BLOG #596: City council has agreed with its planning department that the next Official Plan review, about to start, will be driven by Londoners’ vision for the future, not special interest groups. Let’s hope that’s a promise the politicians plan to keep.
Tuesday, Jan. 31, 2012 – London
Lest you worry the forthcoming update of London’s Official Plan will be captive of special interest groups, fear not,
“The people chosen for working groups will be one Londoner, one Londoner, one Londoner, not who they are and what they represent,” declares John Fleming, the city’s planning director.
And, for once, city council seems to agree – all, that is, save Councillor Stephen Orser who yesterday tried to talk Mr. Fleming into working groups top heavy with developers and investors, “people who will contribute more to creating jobs.”
The rest of council, and especially Mayor Joe Fontana, seemed on board for a very public, very different process that will develop land use guidelines for the next 20 years.
“I hope we can really engage our citizens,” the mayor says, “especially young people who will grow up in the city we’re planning.”
The Official Plan is the document which draws a blueprint for where and how the city will grow in the decades ahead. It’s not rigid cement – the last Official Plan update, five years ago, has already been amended almost 500 times – but neither is it a push over.
The plan must embrace provincial planning directives; it must accurately forecast development costs to spare taxpayers paying for the profit of others; it must maximize municipal services by discouraging urban sprawl.
And, this time for certain Mr. Fleming says, it must reflect citizens’ wishes for the future of their city.
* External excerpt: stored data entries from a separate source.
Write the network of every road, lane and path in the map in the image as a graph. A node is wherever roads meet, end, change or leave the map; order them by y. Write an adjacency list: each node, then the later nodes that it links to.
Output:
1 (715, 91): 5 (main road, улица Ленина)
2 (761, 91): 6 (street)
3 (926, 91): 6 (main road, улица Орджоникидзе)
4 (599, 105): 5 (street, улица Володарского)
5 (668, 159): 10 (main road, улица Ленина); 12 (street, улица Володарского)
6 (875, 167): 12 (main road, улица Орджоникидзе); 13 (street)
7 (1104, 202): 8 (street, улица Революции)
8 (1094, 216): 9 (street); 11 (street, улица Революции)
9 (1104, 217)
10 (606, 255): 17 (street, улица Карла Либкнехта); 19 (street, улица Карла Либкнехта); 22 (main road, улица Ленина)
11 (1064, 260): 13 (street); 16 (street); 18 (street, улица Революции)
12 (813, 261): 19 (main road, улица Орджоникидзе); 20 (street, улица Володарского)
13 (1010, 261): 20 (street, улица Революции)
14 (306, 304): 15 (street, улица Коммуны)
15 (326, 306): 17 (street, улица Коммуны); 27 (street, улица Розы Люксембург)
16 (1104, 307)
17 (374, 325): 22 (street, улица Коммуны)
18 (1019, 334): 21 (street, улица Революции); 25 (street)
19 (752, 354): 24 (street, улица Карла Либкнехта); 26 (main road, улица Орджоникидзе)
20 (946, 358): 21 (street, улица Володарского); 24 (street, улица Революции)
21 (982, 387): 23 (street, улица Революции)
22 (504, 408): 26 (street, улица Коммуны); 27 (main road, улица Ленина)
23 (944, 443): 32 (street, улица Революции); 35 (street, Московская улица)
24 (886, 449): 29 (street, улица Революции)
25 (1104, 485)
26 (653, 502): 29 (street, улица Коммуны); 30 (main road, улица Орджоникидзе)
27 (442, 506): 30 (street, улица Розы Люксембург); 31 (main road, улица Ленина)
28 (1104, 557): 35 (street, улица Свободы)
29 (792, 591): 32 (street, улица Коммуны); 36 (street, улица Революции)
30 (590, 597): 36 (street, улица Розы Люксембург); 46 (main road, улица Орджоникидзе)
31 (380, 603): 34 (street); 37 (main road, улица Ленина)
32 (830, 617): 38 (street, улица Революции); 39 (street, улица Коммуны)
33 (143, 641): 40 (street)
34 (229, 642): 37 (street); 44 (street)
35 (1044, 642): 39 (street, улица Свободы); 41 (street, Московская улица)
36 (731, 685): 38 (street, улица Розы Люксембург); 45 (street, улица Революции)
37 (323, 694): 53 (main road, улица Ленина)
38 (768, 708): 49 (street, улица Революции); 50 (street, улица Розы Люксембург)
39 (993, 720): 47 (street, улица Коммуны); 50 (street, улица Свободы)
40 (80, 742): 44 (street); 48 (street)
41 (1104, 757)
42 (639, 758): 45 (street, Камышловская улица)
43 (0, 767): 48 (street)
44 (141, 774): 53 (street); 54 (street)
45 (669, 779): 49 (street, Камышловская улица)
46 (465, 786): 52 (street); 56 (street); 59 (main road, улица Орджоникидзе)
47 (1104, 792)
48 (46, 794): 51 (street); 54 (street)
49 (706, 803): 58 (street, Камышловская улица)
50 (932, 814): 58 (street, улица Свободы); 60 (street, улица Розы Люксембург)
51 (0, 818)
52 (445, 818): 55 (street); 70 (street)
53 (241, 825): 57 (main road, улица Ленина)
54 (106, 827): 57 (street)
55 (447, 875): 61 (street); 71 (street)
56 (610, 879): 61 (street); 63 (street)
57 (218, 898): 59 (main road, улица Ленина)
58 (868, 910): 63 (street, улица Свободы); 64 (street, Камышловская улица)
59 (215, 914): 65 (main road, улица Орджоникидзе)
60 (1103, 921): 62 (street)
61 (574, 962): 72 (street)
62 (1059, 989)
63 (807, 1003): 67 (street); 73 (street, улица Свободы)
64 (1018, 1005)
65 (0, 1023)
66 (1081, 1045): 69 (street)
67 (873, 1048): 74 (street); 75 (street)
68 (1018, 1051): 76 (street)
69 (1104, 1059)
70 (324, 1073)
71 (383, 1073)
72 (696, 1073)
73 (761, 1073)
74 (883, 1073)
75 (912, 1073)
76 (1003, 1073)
Gregg Barrett, the city’s manager of land use planning policy who will be guiding the Official Plan review, promises to “really reflect citizens’ desires in the process. What we’re trying to do is bring together the community to establish what their vision is and then reflect that in the policies we propose.”
It will be a different process than other years, he says. New public engagement techniques will be deployed from the beginning.
“We usually spend a lot of time developing policy,” Mr. Barrett told council’s strategic priorities and policy committee. “This time we’re starting with the community vision.”
That’s where the working groups will come in – groups of citizens all across the city who will be engaged in grappling with specific planning problems and opportunities. The end result, Mr. Barrett hopes, will be a planning document that is more understandable and more user friendly, filled with pictures and diagrams rather than dense prose.
A couple of ticklish issues are ahead. Expansion of the urban growth boundary, which limits expansion of new suburban development, will be a key question; already the lobbying has started for big change. So will possible creation of more industrial land, especially large parcels to satisfy a major manufacturer should one ever come knocking.
As united as they were yesterday at the kick-off, council is of several minds on those two issues.
However, that’s for the future. For now, who knows what Londoners will come up with.
Yesterday Mayor Fontana was quite excited about the prospect of asking them, wondering whether some way could be found to get a questionnaire into the hands of everyone. “If asked in the proper way, maybe we could get 10 questions for every Londoner about the kind of city they really want.”
Great idea. One hopes the mayor remembers the adage, be careful what you ask for. Is council really ready for the answers?